REQUIRED WORK: Pick out each line of the records in which the word "زاده" appears.

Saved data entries

- - -

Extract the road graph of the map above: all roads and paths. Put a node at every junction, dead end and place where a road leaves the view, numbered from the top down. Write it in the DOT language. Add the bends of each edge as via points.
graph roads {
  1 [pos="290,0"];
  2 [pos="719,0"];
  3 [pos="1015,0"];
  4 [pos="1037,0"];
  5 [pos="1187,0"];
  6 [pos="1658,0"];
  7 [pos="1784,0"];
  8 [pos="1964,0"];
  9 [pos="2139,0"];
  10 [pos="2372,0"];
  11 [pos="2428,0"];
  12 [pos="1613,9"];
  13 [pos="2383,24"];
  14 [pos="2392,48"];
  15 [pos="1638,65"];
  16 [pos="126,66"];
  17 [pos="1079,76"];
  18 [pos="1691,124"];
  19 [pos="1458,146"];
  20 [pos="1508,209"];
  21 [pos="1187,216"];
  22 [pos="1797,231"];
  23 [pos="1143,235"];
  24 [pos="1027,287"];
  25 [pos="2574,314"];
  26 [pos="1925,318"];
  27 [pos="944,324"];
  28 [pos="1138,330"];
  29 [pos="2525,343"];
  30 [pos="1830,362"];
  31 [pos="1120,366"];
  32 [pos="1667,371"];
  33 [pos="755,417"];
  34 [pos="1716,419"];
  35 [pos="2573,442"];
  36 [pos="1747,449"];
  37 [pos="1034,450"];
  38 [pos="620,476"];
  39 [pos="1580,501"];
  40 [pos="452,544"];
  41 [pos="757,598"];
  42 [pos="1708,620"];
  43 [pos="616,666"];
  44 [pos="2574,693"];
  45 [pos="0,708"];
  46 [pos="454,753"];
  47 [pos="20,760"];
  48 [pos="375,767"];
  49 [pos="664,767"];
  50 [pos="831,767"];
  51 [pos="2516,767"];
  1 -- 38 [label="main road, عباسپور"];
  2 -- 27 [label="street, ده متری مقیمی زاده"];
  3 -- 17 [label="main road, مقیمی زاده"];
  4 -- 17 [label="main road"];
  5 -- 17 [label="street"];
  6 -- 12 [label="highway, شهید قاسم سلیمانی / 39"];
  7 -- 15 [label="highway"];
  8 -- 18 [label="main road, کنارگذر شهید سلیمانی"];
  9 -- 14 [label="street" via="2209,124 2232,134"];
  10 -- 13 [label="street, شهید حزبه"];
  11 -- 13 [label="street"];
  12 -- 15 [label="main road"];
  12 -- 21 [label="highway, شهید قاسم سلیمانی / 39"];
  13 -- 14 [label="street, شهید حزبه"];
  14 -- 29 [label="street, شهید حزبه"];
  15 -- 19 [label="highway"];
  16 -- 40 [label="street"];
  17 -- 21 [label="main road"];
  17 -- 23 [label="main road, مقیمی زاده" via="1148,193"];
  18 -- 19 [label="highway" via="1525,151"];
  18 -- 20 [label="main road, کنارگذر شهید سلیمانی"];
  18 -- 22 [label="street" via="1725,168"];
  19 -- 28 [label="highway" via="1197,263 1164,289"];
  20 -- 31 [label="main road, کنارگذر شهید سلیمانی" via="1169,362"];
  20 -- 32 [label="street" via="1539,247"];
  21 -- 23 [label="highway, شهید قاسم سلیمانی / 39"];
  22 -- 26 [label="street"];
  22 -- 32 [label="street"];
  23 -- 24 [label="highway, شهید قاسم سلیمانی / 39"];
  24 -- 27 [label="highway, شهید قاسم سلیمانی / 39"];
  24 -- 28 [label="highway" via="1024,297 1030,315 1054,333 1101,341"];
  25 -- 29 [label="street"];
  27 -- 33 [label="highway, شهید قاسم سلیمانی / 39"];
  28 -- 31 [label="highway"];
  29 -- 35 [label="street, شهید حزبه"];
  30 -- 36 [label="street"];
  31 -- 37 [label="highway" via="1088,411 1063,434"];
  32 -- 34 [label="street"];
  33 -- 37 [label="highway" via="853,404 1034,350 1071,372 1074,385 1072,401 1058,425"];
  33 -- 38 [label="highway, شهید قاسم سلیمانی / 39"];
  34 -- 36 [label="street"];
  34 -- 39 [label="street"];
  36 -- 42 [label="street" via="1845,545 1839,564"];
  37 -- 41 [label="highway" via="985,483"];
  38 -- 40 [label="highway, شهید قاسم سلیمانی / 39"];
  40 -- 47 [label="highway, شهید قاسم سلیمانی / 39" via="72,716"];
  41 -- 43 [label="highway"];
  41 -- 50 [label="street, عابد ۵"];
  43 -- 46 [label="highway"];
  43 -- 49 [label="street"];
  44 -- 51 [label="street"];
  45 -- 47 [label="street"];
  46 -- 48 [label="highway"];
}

- - -

ANSWER TO THE EXERCISE:
  2 -- 27 [label="street, ده متری مقیمی زاده"];
  3 -- 17 [label="main road, مقیمی زاده"];
  17 -- 23 [label="main road, مقیمی زاده" via="1148,193"];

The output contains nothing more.